Hi everyone, I'm looking to create a custom vector...
# community-help
j
Hi everyone, I'm looking to create a custom vector field using Nomic-embed-text-1.5: https://huggingface.co/nomic-ai/nomic-embed-text-v1.5. I loaded the model into the datadrive/model directory along with the vocab.txt and config.json file. Here is the schema update below (python):
Copy code
update_schema = {
  'fields': [   
    {
      "name" : "vec_nomic",
      "type" : "float[]",
      'optional': False,
      "embed": {
        "from": ['data_field1', 'data_field2', 'data_field3', 'data_field3', 'data_field4', 'data_field5', 'data_field6', 'data_field7'],
        "model_config": {
          "model_name": "nomic",
          "indexing_prefix": "search_document:",
          "query_prefix": "search_query:"
        }
      }
    }
  ]
}

typesense_client.collections['collection1'].update(update_schema)

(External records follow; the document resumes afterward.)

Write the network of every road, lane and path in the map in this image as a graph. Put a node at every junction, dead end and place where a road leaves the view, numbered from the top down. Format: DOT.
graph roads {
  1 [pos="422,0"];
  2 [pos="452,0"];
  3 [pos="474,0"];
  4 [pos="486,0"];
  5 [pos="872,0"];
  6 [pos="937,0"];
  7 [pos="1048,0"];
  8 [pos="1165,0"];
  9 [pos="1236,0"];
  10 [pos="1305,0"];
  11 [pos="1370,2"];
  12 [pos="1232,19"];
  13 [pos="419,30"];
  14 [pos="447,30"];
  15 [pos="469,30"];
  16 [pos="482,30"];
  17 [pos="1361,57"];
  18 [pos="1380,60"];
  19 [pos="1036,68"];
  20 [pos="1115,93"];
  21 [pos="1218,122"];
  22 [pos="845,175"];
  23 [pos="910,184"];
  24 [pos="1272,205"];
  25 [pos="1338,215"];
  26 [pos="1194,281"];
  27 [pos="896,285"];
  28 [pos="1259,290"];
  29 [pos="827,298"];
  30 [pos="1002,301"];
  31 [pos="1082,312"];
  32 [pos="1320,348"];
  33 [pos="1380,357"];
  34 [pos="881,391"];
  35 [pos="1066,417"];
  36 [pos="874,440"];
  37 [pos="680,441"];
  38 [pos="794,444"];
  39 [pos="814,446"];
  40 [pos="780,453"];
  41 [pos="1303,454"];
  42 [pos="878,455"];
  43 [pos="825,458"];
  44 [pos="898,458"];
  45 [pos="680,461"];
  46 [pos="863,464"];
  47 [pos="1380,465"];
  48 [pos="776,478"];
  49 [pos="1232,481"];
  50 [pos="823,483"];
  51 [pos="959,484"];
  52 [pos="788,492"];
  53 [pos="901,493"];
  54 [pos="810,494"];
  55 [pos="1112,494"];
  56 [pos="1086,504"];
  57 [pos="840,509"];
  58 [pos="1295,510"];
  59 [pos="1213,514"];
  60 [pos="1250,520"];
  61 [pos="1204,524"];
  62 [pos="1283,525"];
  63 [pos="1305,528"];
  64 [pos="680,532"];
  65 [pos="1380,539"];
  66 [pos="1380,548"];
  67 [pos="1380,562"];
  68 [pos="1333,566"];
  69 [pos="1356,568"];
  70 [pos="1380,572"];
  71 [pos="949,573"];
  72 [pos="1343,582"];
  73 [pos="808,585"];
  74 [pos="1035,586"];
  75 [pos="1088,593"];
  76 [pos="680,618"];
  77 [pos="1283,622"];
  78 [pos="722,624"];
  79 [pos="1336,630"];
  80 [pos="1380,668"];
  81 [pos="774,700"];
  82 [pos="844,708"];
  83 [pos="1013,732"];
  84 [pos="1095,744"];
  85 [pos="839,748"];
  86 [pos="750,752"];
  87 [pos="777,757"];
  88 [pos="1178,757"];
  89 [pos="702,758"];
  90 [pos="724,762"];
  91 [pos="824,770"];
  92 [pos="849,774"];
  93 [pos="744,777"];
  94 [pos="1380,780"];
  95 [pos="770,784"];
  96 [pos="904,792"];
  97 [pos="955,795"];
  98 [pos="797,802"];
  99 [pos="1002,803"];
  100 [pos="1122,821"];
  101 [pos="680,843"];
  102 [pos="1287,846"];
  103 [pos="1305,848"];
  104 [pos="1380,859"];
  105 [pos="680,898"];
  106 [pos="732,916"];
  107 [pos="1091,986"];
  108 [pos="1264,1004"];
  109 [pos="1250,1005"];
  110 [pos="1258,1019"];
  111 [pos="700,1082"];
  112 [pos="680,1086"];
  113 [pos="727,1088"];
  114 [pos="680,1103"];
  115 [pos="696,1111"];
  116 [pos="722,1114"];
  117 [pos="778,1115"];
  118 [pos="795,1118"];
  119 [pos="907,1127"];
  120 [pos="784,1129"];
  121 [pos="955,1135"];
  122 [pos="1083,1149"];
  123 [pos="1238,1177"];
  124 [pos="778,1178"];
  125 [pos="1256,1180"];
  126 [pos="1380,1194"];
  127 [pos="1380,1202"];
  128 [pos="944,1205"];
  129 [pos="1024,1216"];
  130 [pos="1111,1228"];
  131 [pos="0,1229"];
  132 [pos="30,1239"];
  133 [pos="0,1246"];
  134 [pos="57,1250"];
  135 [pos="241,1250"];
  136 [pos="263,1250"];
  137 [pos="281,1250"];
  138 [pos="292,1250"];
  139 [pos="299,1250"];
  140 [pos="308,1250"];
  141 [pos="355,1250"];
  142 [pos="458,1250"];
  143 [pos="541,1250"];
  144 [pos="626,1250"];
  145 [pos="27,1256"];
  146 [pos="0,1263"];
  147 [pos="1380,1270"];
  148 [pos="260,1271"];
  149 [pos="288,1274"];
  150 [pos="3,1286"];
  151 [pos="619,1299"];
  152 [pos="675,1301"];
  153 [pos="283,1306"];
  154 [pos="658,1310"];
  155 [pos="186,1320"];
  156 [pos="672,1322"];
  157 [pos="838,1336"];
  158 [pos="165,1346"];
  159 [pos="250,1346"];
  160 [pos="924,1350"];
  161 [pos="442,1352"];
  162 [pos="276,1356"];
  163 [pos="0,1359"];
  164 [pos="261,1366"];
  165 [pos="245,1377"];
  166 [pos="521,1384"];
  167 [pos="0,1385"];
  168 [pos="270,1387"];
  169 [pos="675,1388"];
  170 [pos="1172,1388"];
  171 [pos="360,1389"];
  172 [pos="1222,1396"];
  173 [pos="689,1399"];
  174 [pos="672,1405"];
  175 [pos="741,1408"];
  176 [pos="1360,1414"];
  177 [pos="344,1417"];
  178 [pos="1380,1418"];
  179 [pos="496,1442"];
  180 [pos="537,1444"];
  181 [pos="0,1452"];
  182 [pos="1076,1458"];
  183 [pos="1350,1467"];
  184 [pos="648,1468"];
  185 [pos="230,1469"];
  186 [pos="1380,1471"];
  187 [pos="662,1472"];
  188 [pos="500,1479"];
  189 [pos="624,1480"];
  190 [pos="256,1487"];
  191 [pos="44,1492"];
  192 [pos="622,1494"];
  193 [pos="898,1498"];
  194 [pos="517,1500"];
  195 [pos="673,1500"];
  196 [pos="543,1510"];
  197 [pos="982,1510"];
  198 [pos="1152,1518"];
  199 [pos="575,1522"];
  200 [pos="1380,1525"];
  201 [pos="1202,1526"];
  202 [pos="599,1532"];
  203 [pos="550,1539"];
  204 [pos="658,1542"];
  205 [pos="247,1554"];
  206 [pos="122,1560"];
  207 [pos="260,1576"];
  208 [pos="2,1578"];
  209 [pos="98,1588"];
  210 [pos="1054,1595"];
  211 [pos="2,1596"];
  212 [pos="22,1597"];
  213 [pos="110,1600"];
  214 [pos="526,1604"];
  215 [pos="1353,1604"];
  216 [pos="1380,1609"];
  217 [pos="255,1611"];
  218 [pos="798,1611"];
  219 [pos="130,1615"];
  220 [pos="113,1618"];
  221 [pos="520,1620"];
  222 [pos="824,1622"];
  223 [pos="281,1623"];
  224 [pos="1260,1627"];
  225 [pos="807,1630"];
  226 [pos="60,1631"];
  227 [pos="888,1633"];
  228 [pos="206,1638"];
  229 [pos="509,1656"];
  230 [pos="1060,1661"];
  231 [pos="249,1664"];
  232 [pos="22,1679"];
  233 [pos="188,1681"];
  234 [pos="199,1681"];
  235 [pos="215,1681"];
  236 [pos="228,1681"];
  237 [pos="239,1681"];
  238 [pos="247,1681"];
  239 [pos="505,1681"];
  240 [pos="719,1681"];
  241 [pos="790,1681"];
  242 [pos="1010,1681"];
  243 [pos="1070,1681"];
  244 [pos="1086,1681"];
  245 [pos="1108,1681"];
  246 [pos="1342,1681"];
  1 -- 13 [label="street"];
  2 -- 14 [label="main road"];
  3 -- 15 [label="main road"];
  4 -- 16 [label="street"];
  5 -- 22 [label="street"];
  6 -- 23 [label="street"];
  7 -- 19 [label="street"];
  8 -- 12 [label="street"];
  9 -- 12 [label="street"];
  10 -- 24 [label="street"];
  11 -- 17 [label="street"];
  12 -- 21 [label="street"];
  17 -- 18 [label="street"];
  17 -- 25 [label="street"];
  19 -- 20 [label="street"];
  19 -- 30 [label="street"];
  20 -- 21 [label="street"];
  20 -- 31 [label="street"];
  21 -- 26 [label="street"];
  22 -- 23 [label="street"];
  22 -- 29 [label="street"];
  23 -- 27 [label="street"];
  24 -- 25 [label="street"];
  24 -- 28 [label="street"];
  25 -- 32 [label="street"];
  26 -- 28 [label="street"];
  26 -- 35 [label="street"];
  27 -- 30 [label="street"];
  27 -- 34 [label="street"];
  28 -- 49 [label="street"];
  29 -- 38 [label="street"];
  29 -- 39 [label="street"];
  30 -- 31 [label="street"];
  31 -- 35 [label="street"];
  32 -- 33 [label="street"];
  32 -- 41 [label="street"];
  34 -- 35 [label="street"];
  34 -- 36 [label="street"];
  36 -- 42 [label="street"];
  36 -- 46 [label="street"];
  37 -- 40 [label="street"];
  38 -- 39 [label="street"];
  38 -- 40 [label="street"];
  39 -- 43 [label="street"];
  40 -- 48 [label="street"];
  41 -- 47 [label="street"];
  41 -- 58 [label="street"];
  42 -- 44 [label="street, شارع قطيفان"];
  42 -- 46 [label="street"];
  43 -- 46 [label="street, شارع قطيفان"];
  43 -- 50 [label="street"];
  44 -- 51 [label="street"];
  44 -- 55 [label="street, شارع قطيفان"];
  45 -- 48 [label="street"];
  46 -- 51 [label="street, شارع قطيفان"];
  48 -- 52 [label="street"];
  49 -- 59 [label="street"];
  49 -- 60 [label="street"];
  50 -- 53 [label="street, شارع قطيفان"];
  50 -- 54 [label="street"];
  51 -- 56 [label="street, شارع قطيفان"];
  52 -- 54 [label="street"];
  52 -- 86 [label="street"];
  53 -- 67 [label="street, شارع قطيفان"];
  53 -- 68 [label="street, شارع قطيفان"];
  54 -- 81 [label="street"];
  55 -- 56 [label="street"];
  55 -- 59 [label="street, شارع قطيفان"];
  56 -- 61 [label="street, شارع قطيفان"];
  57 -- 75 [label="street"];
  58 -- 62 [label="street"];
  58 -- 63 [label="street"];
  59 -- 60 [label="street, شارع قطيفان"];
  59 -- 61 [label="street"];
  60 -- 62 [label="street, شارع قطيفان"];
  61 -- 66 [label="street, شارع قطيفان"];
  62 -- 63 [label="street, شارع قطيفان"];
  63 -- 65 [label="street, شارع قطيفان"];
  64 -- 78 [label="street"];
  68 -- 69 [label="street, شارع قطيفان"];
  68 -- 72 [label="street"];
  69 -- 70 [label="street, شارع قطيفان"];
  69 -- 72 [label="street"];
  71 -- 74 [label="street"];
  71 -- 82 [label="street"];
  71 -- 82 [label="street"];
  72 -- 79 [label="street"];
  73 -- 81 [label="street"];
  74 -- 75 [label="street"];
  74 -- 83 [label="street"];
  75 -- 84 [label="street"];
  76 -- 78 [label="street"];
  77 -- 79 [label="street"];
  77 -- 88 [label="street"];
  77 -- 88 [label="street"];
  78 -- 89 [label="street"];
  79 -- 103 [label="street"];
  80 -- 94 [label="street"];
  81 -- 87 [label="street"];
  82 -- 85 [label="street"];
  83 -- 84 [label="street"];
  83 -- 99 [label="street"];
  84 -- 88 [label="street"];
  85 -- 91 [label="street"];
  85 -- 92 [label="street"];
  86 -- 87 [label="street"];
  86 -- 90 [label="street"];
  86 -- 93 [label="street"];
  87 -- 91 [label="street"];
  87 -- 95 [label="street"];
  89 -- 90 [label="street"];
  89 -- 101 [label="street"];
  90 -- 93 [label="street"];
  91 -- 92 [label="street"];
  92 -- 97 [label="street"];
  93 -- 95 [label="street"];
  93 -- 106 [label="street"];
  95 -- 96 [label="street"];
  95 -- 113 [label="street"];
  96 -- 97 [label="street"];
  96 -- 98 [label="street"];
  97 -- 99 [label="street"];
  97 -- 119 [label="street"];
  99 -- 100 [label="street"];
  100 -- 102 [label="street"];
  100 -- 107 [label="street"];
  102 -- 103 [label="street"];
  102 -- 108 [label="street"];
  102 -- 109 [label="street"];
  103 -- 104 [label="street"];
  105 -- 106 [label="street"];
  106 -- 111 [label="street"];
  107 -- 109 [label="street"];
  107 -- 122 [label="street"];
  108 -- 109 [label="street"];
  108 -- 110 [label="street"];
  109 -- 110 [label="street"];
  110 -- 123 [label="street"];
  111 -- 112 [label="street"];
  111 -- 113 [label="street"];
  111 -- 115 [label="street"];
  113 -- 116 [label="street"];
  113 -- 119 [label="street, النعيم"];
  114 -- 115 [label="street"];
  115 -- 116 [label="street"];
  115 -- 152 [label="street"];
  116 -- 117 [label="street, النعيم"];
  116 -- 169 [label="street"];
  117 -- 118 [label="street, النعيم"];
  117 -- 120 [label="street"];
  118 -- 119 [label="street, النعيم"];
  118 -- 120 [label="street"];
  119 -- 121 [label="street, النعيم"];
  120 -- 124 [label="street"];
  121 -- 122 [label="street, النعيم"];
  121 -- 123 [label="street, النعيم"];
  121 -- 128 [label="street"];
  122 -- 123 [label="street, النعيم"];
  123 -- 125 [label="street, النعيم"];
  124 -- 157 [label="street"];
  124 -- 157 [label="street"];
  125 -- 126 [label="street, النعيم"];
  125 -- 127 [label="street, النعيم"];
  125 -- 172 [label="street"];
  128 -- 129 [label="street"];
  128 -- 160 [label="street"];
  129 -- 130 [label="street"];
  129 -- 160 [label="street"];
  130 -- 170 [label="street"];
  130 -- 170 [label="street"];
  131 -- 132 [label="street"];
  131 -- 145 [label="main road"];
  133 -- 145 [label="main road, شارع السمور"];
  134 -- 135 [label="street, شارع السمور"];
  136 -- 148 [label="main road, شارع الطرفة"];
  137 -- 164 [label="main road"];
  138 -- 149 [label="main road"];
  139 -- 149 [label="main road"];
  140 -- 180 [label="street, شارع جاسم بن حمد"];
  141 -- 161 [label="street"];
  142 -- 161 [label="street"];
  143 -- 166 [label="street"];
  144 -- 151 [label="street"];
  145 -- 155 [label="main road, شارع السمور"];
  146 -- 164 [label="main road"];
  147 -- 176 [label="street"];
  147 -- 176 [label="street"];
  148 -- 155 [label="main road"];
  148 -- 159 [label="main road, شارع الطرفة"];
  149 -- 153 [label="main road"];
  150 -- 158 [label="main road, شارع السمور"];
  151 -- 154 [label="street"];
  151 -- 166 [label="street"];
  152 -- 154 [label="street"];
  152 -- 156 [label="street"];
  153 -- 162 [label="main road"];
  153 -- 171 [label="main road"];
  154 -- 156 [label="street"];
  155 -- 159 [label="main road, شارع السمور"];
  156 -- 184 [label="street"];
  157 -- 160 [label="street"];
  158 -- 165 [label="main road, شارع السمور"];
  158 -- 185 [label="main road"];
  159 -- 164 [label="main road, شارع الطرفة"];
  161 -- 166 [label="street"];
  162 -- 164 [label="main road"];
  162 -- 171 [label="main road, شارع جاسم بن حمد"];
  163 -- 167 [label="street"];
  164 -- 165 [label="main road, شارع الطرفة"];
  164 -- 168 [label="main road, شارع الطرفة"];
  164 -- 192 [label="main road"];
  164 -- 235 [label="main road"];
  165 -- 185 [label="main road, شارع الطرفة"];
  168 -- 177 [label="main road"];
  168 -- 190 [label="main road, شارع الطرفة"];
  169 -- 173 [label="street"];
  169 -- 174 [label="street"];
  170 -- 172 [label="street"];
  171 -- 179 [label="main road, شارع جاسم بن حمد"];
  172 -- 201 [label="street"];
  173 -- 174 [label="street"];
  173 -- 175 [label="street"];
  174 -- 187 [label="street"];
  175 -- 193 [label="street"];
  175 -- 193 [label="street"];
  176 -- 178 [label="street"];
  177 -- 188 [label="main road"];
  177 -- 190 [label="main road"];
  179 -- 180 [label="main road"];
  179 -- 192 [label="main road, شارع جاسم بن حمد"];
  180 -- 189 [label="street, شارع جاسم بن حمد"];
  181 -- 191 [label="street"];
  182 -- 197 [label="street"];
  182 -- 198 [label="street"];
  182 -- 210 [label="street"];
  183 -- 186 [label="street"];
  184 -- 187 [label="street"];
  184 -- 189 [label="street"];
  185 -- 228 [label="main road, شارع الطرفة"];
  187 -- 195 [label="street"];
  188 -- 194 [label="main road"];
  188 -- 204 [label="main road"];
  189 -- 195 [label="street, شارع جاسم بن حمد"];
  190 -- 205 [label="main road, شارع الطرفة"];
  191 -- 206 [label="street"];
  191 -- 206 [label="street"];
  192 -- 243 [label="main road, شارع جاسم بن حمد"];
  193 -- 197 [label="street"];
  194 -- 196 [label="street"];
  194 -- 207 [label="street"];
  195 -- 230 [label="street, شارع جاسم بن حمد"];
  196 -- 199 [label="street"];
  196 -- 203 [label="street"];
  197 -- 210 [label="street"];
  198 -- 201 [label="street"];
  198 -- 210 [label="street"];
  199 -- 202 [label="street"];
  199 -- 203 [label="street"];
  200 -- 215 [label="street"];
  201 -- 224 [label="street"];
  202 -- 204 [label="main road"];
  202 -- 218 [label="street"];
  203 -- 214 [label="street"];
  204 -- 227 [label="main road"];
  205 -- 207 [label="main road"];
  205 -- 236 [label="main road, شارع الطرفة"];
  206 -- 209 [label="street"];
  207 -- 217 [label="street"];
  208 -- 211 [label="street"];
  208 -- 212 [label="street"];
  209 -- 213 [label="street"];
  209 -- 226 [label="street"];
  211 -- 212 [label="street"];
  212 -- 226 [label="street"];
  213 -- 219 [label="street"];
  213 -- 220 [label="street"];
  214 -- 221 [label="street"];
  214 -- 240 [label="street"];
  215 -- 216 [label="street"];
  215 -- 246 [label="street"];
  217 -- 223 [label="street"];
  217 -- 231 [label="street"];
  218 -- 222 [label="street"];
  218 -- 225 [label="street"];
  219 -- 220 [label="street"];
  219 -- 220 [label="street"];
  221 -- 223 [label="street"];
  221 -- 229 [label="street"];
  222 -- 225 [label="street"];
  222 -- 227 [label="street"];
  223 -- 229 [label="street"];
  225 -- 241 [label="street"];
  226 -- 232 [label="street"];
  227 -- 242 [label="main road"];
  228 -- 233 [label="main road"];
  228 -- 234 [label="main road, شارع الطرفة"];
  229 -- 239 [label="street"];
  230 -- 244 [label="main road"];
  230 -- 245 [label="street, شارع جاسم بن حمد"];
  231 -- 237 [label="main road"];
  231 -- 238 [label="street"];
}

However, I am experiencing this error at runtime: RequestMalformed: [Errno 400] Invalid model: attention_mask tensor not found. Any ideas on how to remedy?
j
CC: @Ozan Armağan
👍 1
j
Hi @Ozan Armağan, any update on this?
o
@John Sokol Hi, I fixed the problem with the ONNX model and uploaded it as a public model to our repo. Could you please try to use
ts/nomic-embed-text-v1.5
and let me know if it works for you?
j
Got it, Thanks Ozan! I'm updating my collection now. It may take a few days, I will get back to you once the update is complete.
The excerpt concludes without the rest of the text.